Thu Jan 6

A simple calculation can stop artificial intelligence sending you broke

Written by Evan Shellshear, Industry Fellow, The University of Queensland

Mike is a 40-something crop farmer from southern Queensland. With a chestnut tan, crushing handshake and a strong outback accent, he’s the third generation of his family to grow sorghum, a cereal mostly used for animal fodder ^[1].

But, like most farmers, Mike faces more challenges than his forbears. Climate change has eroded Australian farms’ profitability by an average of 23% over the past 20 years ^[2]. It’s a constant challenge to improve productivity by producing more with less.

After the devastating 2019 bushfire season, Mike began exploring “smart” farming techniques enabled by artificial intelligence (AI). Agriculture has been called one of the most fertile industries ^[4] for AI and machine learning. Mike was enthused about an AI powered system enabling him to use less fertiliser and water.

After months of inquiries he found a company promising its technology could reduce crop inputs by up to 80%. It involved software processing information from digital sensors placed across his fields to allow “precision farming” – tailoring water, pest and fertiliser treatment for each plant.

The salesperson’s pitch was compelling. But the cost to install the system was $500,000, plus $80,000 a year for data storage and processing. Support costs were on top of that.

Ultimately, Mike calculated ^[5] the cost would offset any extra profit generated, even if the slick technology lived up to all the promises. If it delivered less, it would only help him into bankruptcy.

This experience – of being pitched an AI technology with big claims but questionable value – is common. It’s easy to be swayed by the promises. But new technology is not the solution to everything. For it to be worth the money for people like Mike – indeed any organisation – requires a cold calculation of its economic value.

In this article we provide a simple methodology to do so.

Blinded by technological potential

For all the focus now on how AI will revolutionise the world, hype about it isn’t new. Since the inception of practical AI techniques in the early 1960s, obsession with AI potential has led to two major “AI winters” – in which huge investments by corporations and research institutions failed to deliver promised results.

The first was in the 1970s, when money poured into variety of AI systems such as speech recognition and machine translation ^[6]. The second was in the 1980s, when companies invested heavily in so-called “expert systems ^[7]” meant to do things like diagnose illnesses or control space shuttle launches.
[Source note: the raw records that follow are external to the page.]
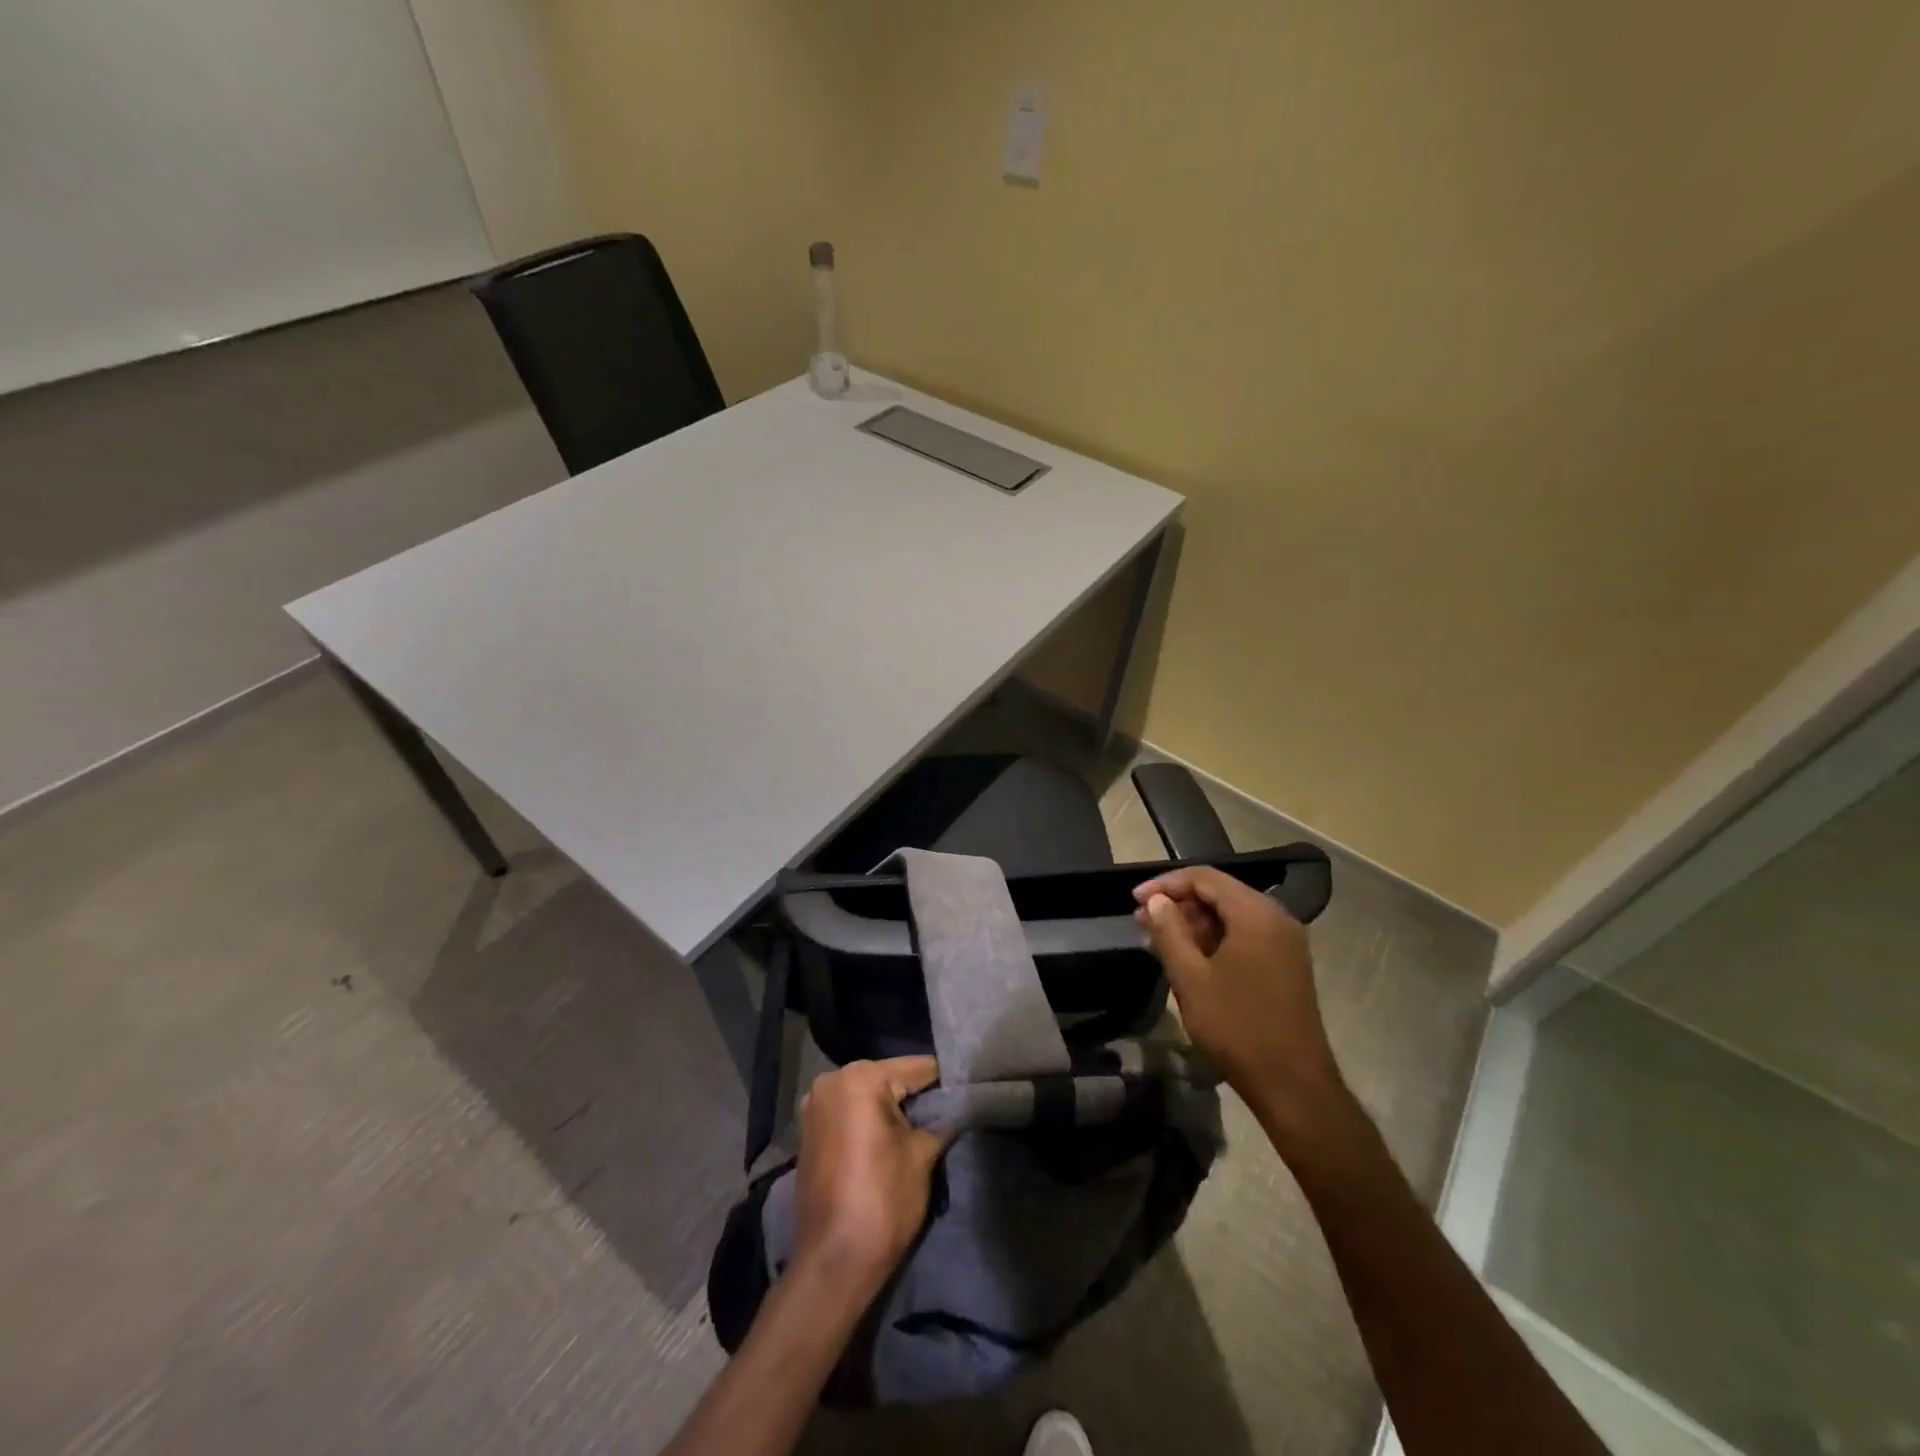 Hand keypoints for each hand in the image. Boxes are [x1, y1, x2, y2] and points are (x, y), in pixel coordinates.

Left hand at [792, 1056, 945, 1291]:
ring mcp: (814, 1106)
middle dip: (915, 1095)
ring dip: (891, 1109)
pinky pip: (849, 1113)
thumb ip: (940, 1121)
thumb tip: (954, 1109)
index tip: (967, 1091)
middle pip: (888, 1078)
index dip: (944, 1081)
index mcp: (860, 1078)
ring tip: (921, 1128)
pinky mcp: (808, 1131)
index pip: (916, 1068)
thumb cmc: (882, 1201)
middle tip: (945, 1113)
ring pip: (867, 1095)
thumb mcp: (922, 1155)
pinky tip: (889, 1140)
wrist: (833, 1263)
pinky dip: (868, 1121)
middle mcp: (831, 1081)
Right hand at [1132, 867, 1345, 1131]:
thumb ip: (1169, 931)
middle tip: (1141, 922)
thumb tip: (1155, 900)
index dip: (1165, 884)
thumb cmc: (1237, 1027)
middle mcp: (1276, 918)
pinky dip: (1214, 939)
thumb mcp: (1191, 978)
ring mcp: (1285, 942)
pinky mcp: (1286, 964)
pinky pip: (1244, 935)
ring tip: (1158, 940)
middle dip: (1178, 903)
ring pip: (1230, 915)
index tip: (1133, 900)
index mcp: (1255, 913)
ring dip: (1193, 923)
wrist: (1293, 1085)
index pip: (1204, 878)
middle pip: (1219, 893)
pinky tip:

Computer scientist John McCarthy, who coined the term ‘AI’, at work in his laboratory at Stanford University. AP

In both cases what the technology could do fell well short of the hype. It was not that AI was useless. Far from it. But what it could do had limited economic value.

The backlash set the scientific and economic advance of the technology back almost a decade both times, as funding and interest dissipated.
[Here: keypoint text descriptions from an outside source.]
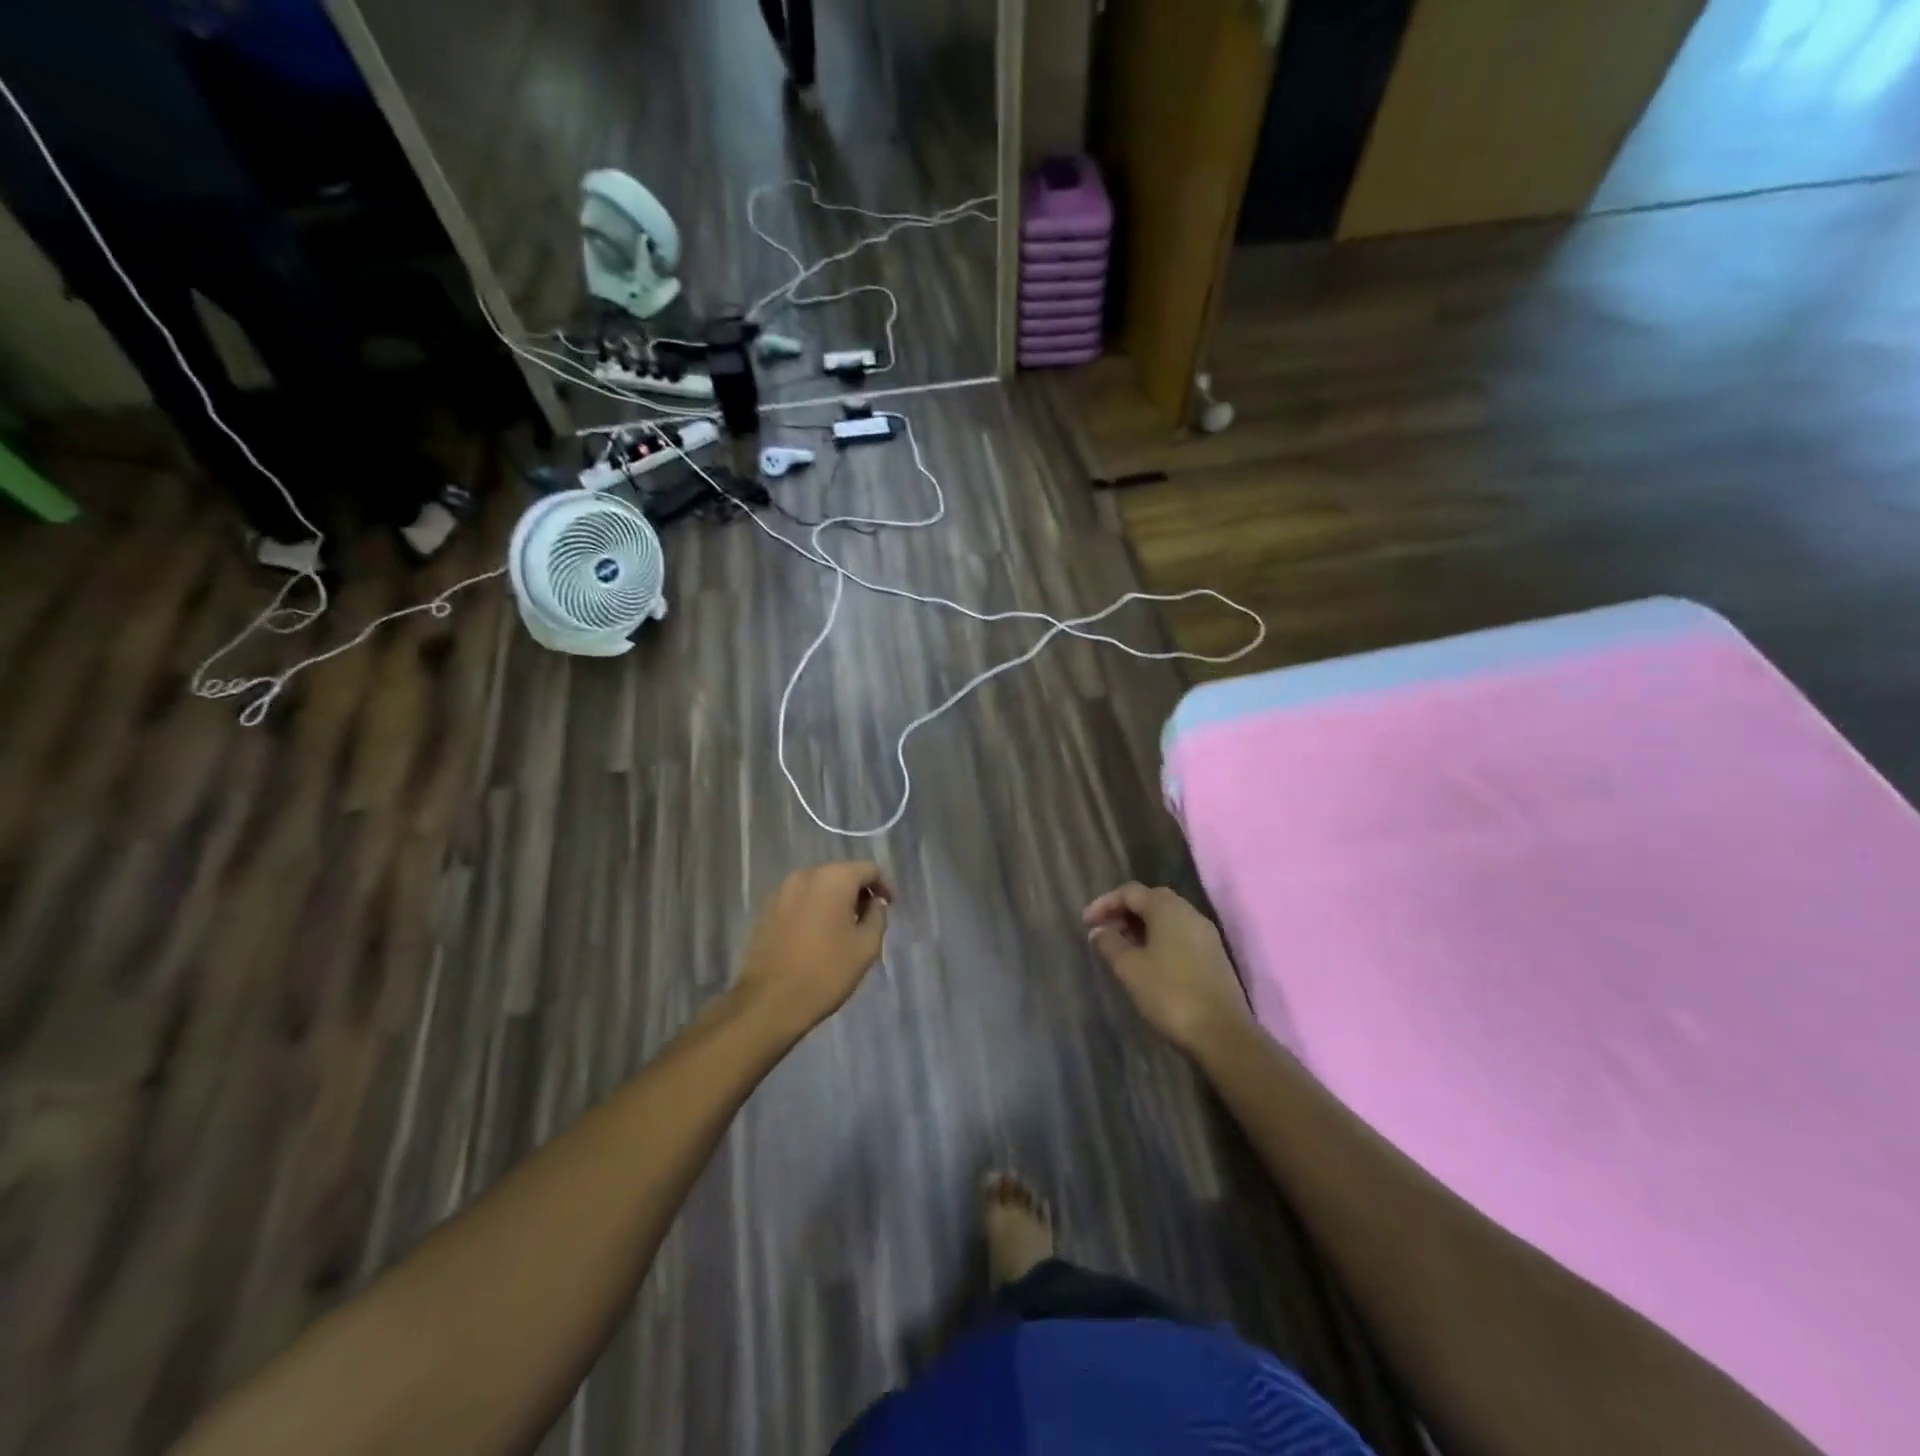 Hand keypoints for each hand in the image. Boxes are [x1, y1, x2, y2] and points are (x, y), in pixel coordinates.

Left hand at [737, 861, 893, 1037]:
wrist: (768, 1002)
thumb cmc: (825, 972)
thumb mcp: (866, 946)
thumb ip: (877, 916)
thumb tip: (874, 903)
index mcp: (833, 879)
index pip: (868, 869)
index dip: (883, 886)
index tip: (889, 907)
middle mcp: (805, 876)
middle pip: (841, 874)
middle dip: (857, 892)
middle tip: (868, 918)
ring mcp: (781, 892)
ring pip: (818, 886)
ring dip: (834, 900)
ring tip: (843, 928)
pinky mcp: (766, 910)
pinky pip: (799, 900)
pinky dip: (814, 909)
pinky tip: (817, 935)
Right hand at [1084, 883, 1250, 1054]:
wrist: (1222, 1033)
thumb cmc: (1170, 993)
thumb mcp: (1130, 968)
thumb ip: (1110, 944)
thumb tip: (1099, 930)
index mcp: (1167, 908)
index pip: (1130, 891)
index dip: (1105, 903)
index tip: (1086, 923)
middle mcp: (1189, 913)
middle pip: (1150, 900)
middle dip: (1124, 913)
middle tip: (1104, 933)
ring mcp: (1205, 934)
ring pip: (1167, 918)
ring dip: (1141, 927)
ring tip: (1122, 949)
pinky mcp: (1214, 955)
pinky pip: (1180, 935)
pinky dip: (1159, 939)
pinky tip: (1148, 962)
To be sure your investment in technology is worth the money, you need to guard against being swept up by the promises and possibilities.

As Ben Robinson, the chief strategy officer at financial software company Temenos has put it ^[8]:

we can safely predict it won’t be blockchain or APIs or AI that transform the industry. Instead it will be new business models empowered by those technologies.

Focus on the economics

The following figures outline a simple approach to focus on the economics, not the engineering.

Figure 1 summarises the basic economics of any investment decision. Invest if the extra profit is greater than the “opportunity cost” – the benefit you can gain from spending your money another way, or by not spending the money.

Figure 1 can be hard to use so Figure 2 frames the investment decision in slightly more detailed terms using the economic concept of “marginal utility” – the additional (marginal) benefit (utility) that comes from additional expenditure.

To make this simple to apply, Figure 3 summarises this decision-making process into a simple “decision tree”.

The Conversation/Author provided, CC BY-ND ^[10] Resolving Mike’s AI investment challenge Applying this methodology to Mike’s situation, we can see why he couldn’t make business sense of the pitch of AI-enabled precision farming. The salesperson passed the first question by stating the gains from AI adoption would reduce Mike’s crop input costs by up to 80%. This would translate to Mike saving about $80,000 per year (in the best-case scenario). The salesperson also passed the second question, with a clear statement of the system’s cost. But the business case failed on the third question. The best-case marginal benefit of adopting the AI (saving $80,000 a year) was just equal to the marginal cost ($80,000 a year) – not counting the initial installation. Read more: Artificial intelligence is now part of our everyday lives – and its growing power is a double-edged sword ^[11] Putting it this way makes it clearly look like a dud investment, and that Mike didn’t have put a lot of time into deciding against it. But the fact is many decisions to invest in AI ^[12] don’t make economic sense and the above process will make this easy to know why. Using an economic framework of worth, rather than an engineering claim of possibility, is the first step to make better decisions. Doing so reduces the prospect of another AI winter, and increases the chance of real gains contributing to a more prosperous and sustainable world.